* _What is being asked_: Every entry must appear in the answer exactly as it does here.
==== Input records
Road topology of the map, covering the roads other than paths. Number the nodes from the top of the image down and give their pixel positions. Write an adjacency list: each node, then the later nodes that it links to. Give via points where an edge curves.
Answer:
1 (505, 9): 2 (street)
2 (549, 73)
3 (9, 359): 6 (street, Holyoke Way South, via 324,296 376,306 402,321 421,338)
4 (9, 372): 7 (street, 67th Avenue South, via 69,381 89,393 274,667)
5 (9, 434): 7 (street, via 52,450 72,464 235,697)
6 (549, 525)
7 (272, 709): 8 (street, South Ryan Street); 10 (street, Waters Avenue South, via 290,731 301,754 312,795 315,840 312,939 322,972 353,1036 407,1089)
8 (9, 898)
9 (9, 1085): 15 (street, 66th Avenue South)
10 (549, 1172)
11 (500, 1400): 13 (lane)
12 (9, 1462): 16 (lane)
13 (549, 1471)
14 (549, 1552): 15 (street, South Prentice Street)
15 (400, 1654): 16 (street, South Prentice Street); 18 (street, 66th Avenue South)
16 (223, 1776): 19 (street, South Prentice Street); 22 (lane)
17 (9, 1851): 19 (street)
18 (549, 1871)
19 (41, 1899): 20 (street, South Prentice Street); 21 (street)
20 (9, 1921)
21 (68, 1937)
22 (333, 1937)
========
* _Output of the task_:
Road topology of the map, covering the roads other than paths. Number the nodes from the top of the image down and give their pixel positions. Write an adjacency list: each node, then the later nodes that it links to. Give via points where an edge curves.
Answer:
1 (505, 9): 2 (street)
2 (549, 73)
3 (9, 359): 6 (street, Holyoke Way South, via 324,296 376,306 402,321 421,338)
4 (9, 372): 7 (street, 67th Avenue South, via 69,381 89,393 274,667)
5 (9, 434): 7 (street, via 52,450 72,464 235,697)
6 (549, 525)
7 (272, 709): 8 (street, South Ryan Street); 10 (street, Waters Avenue South, via 290,731 301,754 312,795 315,840 312,939 322,972 353,1036 407,1089)
8 (9, 898)
9 (9, 1085): 15 (street, 66th Avenue South)
10 (549, 1172)
11 (500, 1400): 13 (lane)
12 (9, 1462): 16 (lane)
13 (549, 1471)
14 (549, 1552): 15 (street, South Prentice Street)
15 (400, 1654): 16 (street, South Prentice Street); 18 (street, 66th Avenue South)
16 (223, 1776): 19 (street, South Prentice Street); 22 (lane)
17 (9, 1851): 19 (street)
18 (549, 1871)
19 (41, 1899): 20 (street, South Prentice Street); 21 (street)
20 (9, 1921)
21 (68, 1937)
22 (333, 1937)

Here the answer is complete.